«Mr. Murphy?»

There was a rattle and muttering, followed by the sound of reluctant footsteps from the back room. The storekeeper left his cozy seat by the stove for the barnlike, unheated room where supplies were heaped about in untidy piles. Owning the only store in Echo Basin’s remote gold country had spoiled Murphy. He made his customers feel that he was doing them a favor by selling them his overpriced goods.

Behind Whip the mercantile’s door opened. Reflexively he spun around and stepped out of the way. As he moved, his left hand went to the butt of the bullwhip that was riding his right shoulder. Though quick, the motion wasn’t threatening. It was simply the action of someone who was accustomed to living alone in dangerous places among the most dangerous of all animals — man.
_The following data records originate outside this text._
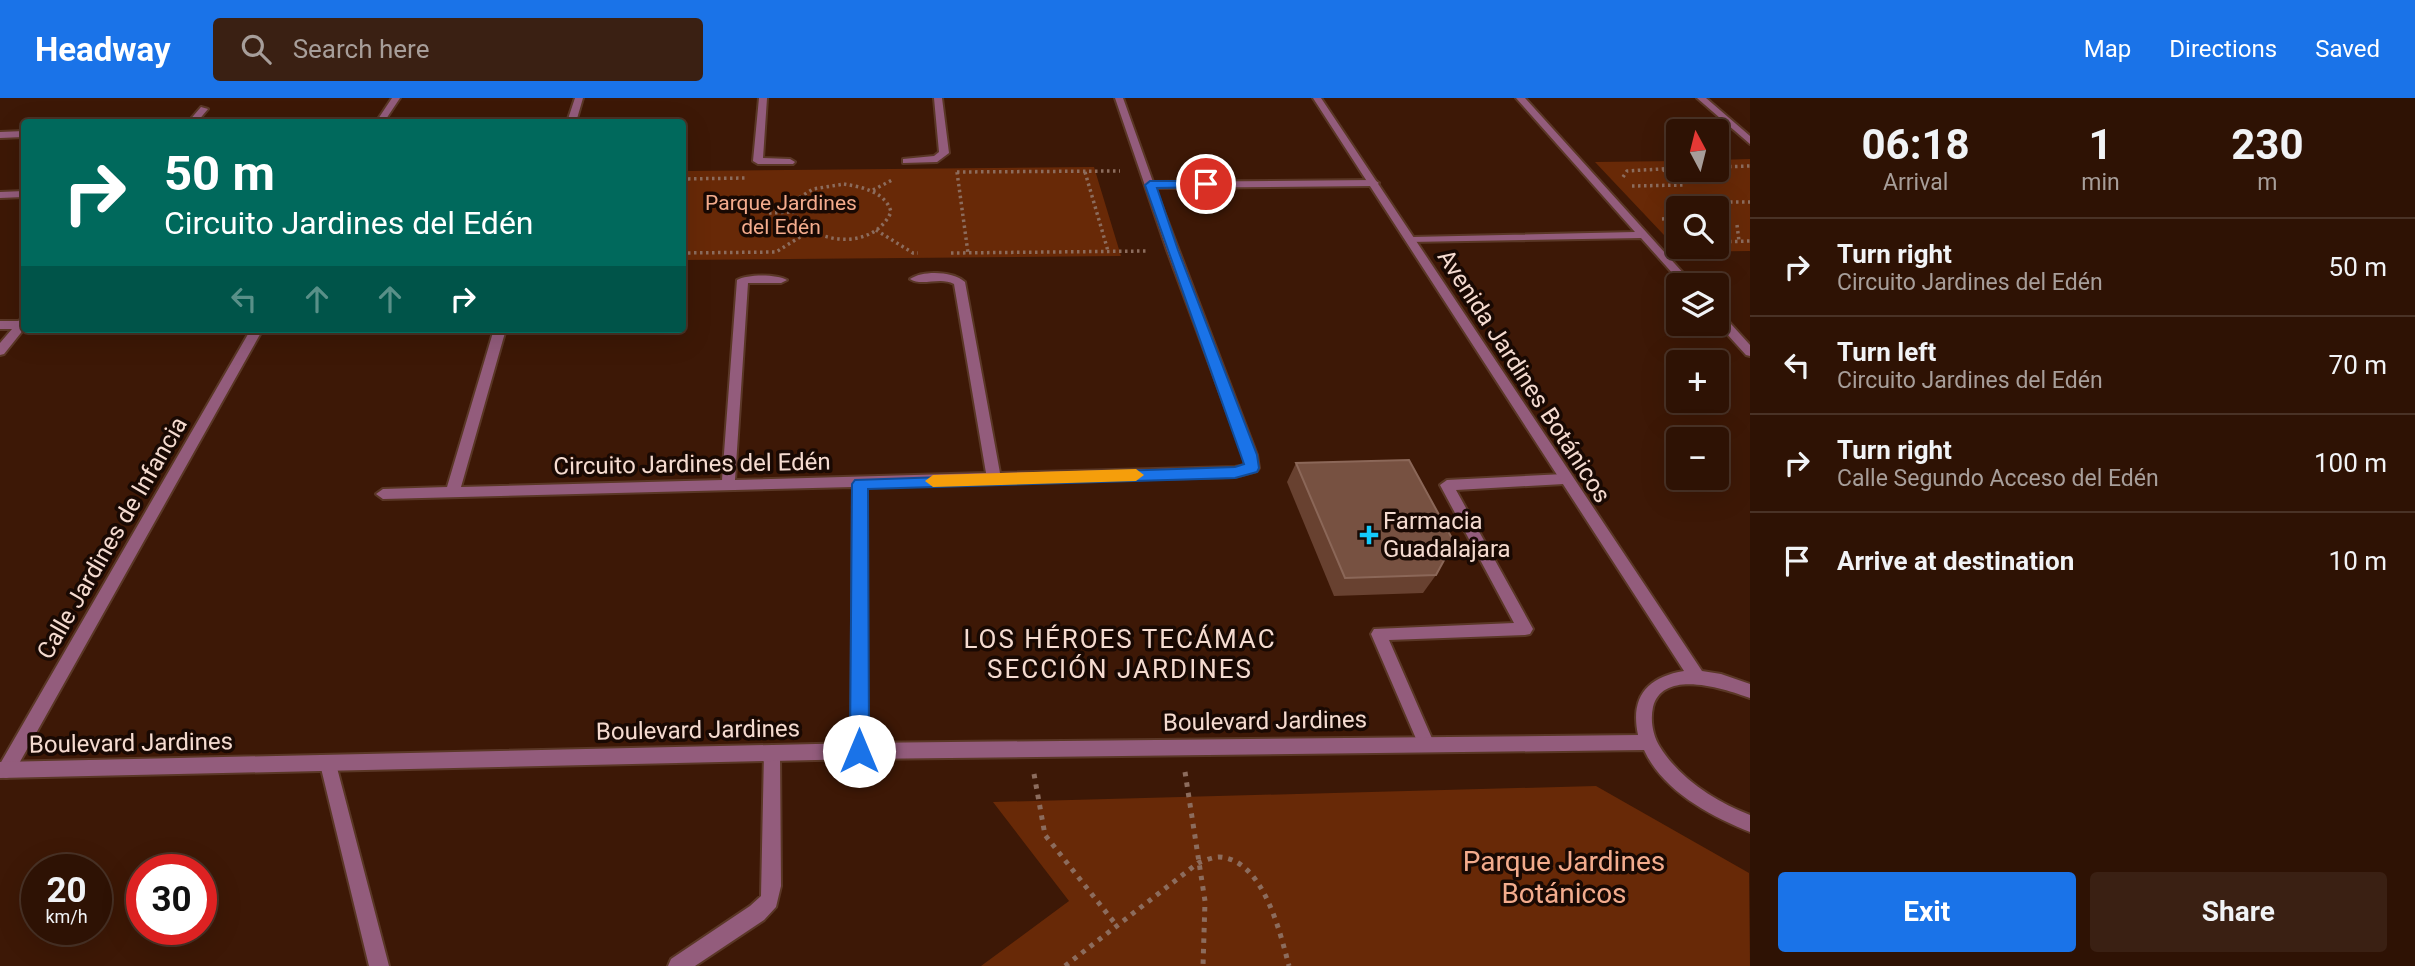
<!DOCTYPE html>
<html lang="en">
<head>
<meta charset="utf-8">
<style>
	body { margin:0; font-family:Roboto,sans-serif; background:#3a2013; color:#f1f3f6; height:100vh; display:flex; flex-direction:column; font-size:26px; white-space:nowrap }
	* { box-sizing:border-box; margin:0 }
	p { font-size:23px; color:#a79e9a }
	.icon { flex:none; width:38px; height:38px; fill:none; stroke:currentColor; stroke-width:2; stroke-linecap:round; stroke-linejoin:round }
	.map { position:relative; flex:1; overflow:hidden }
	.details { display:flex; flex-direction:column; background:#2e1204; width:665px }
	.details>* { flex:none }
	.hud { position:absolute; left:21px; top:21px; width:665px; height:214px; border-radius:7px; box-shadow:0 7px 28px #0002,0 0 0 2px #493226; background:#00695c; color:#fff; overflow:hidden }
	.needle { width:46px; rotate:353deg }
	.buttons { position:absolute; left:1666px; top:21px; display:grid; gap:14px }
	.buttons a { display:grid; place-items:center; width:63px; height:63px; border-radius:7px; background:#2e1204; box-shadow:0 7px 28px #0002,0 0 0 2px #493226; font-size:35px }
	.speed { position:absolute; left:21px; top:756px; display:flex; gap:14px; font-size:35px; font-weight:700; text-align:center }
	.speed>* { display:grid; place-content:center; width:91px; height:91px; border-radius:50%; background:#2e1204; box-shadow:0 7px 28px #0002,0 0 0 2px #493226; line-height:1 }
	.speed small { font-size:18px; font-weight:400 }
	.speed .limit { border:10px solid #d22; background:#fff; color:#111 }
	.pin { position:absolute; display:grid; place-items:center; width:60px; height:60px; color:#fff; margin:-30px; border:4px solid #fff; border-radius:50%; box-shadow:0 2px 7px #0007 }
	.me { position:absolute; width:77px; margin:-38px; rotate:0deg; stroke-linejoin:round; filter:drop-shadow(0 0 5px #0008) }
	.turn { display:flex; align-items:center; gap:24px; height:147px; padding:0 28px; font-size:32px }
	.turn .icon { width:91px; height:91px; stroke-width:2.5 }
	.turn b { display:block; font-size:49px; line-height:60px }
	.lanes { display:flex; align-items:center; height:66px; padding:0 28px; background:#0003; justify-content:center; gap:35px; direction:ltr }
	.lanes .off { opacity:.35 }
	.eta { display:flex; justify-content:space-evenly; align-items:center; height:119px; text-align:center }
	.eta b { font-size:42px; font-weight:700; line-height:49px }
	.button { display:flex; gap:14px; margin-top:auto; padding:14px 28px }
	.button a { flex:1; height:80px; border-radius:7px; background:#1a73e8; color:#fff; font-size:28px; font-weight:700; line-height:80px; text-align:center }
	.button a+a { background:#3a2013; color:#f1f3f6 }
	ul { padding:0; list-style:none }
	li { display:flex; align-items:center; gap:21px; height:98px; padding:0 28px; border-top:2px solid #493226 }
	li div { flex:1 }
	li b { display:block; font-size:26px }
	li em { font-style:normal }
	header { display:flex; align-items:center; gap:42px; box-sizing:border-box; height:98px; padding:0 35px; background:#1a73e8; color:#fff }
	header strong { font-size:33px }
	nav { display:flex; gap:38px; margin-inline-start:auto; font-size:24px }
	.search { width:490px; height:63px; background:#3a2013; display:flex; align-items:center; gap:18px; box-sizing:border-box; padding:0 24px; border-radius:7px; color:#a79e9a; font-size:26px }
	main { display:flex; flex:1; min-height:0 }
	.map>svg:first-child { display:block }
	.green { fill:#682907; fill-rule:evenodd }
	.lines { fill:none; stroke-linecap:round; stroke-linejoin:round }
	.service-casing { stroke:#5a3726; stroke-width:4 }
	.minor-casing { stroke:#5a3726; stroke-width:4 }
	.tertiary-casing { stroke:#5a3726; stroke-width:4 }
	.path-far1 { stroke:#8c6c5d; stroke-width:3.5; stroke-dasharray:2.5 3.5; stroke-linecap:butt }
	.path { stroke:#8c6c5d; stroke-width:5; stroke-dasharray:4.5 6; stroke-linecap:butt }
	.service { fill:#935c7c; fill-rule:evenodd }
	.minor { fill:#935c7c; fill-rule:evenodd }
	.tertiary { fill:#935c7c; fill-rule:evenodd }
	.wall { fill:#684130 }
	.building { fill:#775141; stroke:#8b6758; stroke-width:2 }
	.route { fill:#1a73e8; stroke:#114b97; stroke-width:2 }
	.slow { fill:#f59e0b }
	.poi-dot { fill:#14cafb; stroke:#190903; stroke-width:2.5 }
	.labels { text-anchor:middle; stroke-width:7; stroke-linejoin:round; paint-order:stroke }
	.far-park-label { font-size:21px; fill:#f4ac8d; stroke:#190903 }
	.street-label { font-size:24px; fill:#f5dbd0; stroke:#190903 }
	.poi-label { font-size:24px; fill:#f5dbd0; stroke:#190903; text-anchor:start }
	.neighbourhood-label { font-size:26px; letter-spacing:2px; fill:#f5dbd0; stroke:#190903 }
	.near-park-label { font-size:28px; fill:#f4ac8d; stroke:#190903 }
</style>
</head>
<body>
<header>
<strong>Headway</strong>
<div class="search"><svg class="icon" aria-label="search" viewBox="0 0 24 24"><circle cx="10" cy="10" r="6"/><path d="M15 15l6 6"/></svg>Search here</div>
<nav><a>Map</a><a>Directions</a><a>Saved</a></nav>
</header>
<main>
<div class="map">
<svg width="1750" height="868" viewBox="0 0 1750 868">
	<rect width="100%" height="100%" fill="#3d1806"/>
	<!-- green -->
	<path class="green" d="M1750,61V153L1680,154L1595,64L1678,63V72H1717V62ZM1678,110H1717V149H1678Z
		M1094,69L1121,158L683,162V73Z
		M1596,688L1749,775L1750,868H981L1069,803L993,704Z"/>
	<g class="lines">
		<defs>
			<path id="service" d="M1564,376L1571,381L1564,386L1456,392L1533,531L1530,536L1525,537L1389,542L1434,645L1432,650L1426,653L1420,650L1371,536L1374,531L1514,525L1440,387L1447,382Z"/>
			<path id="minor" d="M392,0H400L384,24H376Z
				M575,0H583L576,24H567Z
				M759,0H767L763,60L790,61L795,64L793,66H758L753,63Z
				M934,0H942L949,55L937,64L903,65V61L934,58L939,54Z
				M1115,0H1123L1153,84L1374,82L1379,85L1374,88L1155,90L1257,357L1259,370L1257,373L1235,379L867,388V653L865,658L859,661L853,658L851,653L853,389L383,401L376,396L383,391L447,389L494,231H506L461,389L722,382L737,182C747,176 777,176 787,182L781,185H748L735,382L986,375L954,186C940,178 922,189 910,181C923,172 953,173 965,184L1000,375L1235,369L1245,367L1243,357L1167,152Z
				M1516,0H1525L1694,187H1683L1641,140L1408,144L1407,142L1412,139L1635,134Z
				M1697,0H1706L1750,38V46Z
				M201,9L208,11L197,24H188Z
				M24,33V39L0,40V34Z
				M24,93V99L0,100V94Z
				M1717,214L1721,215L1750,247V258L1746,257L1717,225Z
				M24,220V231L4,256L0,257V245L12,231H0V223H18Z
				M251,231H263L12,678L6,680L0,678V666Z
				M772,647L778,650L780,655L781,788L776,809L764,822L695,868H668L671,861L750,808L761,798L764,655L766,650Z
				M328,658L334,660L336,666L389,868H369L320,666L322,660Z"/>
			<path id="tertiary" d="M1313,0H1321L1702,573L1721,576L1750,586V600C1725,591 1663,570 1653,609C1650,623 1653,638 1660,649C1680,681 1716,704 1750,717V734C1710,718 1663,693 1644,652L859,661L0,680V664L859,645L1638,637C1630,599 1647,579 1684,573Z"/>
		</defs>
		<!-- service casing -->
		<use href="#service" class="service-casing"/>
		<!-- minor casing -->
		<use href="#minor" class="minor-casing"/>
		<!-- tertiary casing -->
		<use href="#tertiary" class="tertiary-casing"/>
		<!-- path-far1 -->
		<path class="path-far1" d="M1717,69L1750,68
			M1663,72L1695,84
			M957,74L1120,73
			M957,74L968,155
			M1085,74L1108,153
			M1623,79L1627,73L1678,70
			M682,81L745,80
			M844,86C862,89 886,94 891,114C874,153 811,148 793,113L797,101L813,91Z
			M1632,88L1683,87
			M873,92L894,81
			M1682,104H1750
			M769,115L792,114
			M1662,121L1678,120
			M1737,127L1739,143
			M876,132L913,155H918
			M1717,144L1750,143
			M682,155L776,154L808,134
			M951,155L1149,153"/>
		<!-- path -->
		<path class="path" d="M1185,674L1205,803L1203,868
			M1034,676L1045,737L1117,828
			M1065,868L1198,765C1204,763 1212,759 1219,759C1263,761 1280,834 1289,868"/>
		<!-- service -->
		<use href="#service" class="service"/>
		<!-- minor -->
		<use href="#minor" class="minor"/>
		<!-- tertiary -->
		<use href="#tertiary" class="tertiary"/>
	</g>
	<!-- wall -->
	<path class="wall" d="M1296,365L1436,477L1423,495L1334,498L1287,384Z"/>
	<!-- building -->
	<path class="building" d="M1409,362L1454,444L1436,477L1345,480L1296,365Z"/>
	<!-- route -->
	<path class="route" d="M1206,83L1210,84V89L1157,90L1178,152L1257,357L1259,370L1257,374L1235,380L868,391L869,653L866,659L859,661L853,659L850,653L852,386L855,382L1235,369L1244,366L1145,87L1150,83Z"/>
	<!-- slow -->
	<path class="slow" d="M1136,371L1144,377L1136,383L933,389L925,383L933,377Z"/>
	<!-- markers -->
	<path class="poi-dot" d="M1365.5 426.5h7v7h7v7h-7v7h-7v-7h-7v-7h7z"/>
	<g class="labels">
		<!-- far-park labels -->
		<g class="far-park-label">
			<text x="781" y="112">Parque Jardines<tspan x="781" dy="24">del Edén</tspan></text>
		</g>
		<!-- street labels -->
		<g class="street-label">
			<text transform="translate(1524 278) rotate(57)" y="8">Avenida Jardines Botánicos</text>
			<text transform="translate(692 366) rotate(-1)" y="8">Circuito Jardines del Edén</text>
			<text transform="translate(112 440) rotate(-60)" y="8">Calle Jardines de Infancia</text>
			<text transform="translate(1265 623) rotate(-1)" y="8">Boulevard Jardines</text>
			<text transform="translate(698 632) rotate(-1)" y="8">Boulevard Jardines</text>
			<text transform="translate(131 645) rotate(-1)" y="8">Boulevard Jardines</text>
		</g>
		<!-- poi labels -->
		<g class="poi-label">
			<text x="1383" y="431">Farmacia<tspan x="1383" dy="28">Guadalajara</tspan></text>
		</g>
		<!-- neighbourhood labels -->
		<g class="neighbourhood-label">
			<text x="1120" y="550">LOS HÉROES TECÁMAC<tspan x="1120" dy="30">SECCIÓN JARDINES</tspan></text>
		</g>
		<!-- near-park labels -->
		<g class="near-park-label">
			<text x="1564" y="773">Parque Jardines<tspan x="1564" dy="32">Botánicos</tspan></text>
		</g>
	</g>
</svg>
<div class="buttons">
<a><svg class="needle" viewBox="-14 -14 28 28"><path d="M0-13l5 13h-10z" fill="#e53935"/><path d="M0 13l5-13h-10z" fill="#a79e9a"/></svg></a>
<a><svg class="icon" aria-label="search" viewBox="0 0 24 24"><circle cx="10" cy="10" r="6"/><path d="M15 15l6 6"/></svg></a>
<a><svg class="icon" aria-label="layers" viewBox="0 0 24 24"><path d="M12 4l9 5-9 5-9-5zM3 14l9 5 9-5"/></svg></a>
<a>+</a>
<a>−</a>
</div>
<div class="speed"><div>20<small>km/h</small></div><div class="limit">30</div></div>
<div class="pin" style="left:1206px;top:86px;background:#d93025"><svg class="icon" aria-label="arrive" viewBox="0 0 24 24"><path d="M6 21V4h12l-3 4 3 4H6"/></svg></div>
<svg class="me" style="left:859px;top:653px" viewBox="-20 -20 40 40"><circle r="19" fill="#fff"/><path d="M0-13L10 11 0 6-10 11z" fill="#1a73e8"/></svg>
<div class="hud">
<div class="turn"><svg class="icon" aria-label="right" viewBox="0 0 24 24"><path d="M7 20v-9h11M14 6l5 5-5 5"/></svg><div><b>50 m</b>Circuito Jardines del Edén</div></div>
<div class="lanes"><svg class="icon off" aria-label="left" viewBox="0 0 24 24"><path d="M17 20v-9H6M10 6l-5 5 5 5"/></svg><svg class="icon off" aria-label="ahead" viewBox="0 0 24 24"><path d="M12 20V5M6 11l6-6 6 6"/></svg><svg class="icon off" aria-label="ahead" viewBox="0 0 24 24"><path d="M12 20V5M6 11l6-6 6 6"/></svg><svg class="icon" aria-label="right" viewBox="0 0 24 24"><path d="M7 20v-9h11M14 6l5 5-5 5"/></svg></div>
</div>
</div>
<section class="details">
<div class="eta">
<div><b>06:18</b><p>Arrival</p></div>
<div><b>1</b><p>min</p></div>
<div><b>230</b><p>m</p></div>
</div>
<ul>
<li><svg class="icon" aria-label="right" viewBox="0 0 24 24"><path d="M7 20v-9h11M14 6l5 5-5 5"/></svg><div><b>Turn right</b><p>Circuito Jardines del Edén</p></div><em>50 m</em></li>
<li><svg class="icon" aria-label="left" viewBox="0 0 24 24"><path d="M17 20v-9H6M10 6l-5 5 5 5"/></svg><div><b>Turn left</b><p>Circuito Jardines del Edén</p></div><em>70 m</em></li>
<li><svg class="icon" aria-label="right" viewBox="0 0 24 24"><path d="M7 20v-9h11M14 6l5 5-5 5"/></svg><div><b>Turn right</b><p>Calle Segundo Acceso del Edén</p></div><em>100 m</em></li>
<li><svg class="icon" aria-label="arrive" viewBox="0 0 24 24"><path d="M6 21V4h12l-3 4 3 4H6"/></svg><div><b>Arrive at destination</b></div><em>10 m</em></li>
</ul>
<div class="button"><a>Exit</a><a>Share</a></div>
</section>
</main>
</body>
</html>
The four men who crowded through the door were examples of why Whip was careful not to turn his back on anyone in Echo Basin. The Culpepper boys were worse than the usual run of gold hunters. Loud, lewd, unwashed and lazy, they weren’t especially beloved by anyone. Including, if rumor could be trusted, their Arkansas mother.

Few people were really sure which Culpepper was Beau, or which was Clim, or Darcy, or Floyd. No one cared. There wasn’t a finger’s worth of difference in the lot of them. Brown hair, pale blue eyes, rawboned, quick to anger; the Culpeppers were all the same. They were pack animals. They prospected, hunted, fought, and whored together.

It was whispered that the Culpepper boys also worked together to rob miners who were taking their gold from Echo Basin to Canyon City, but no one had ever caught them at it. Nor had anyone pushed the matter, publicly or privately. Men who crossed the Culpeppers had a nasty habit of waking up bruised, bloodied, and of a mind to pull up stakes and try their luck in some other part of the Rocky Mountains.

The Culpeppers might have been lazy when it came to hammering gold out of hard rock, but they fought savagely with fists, knives, guns, and boots.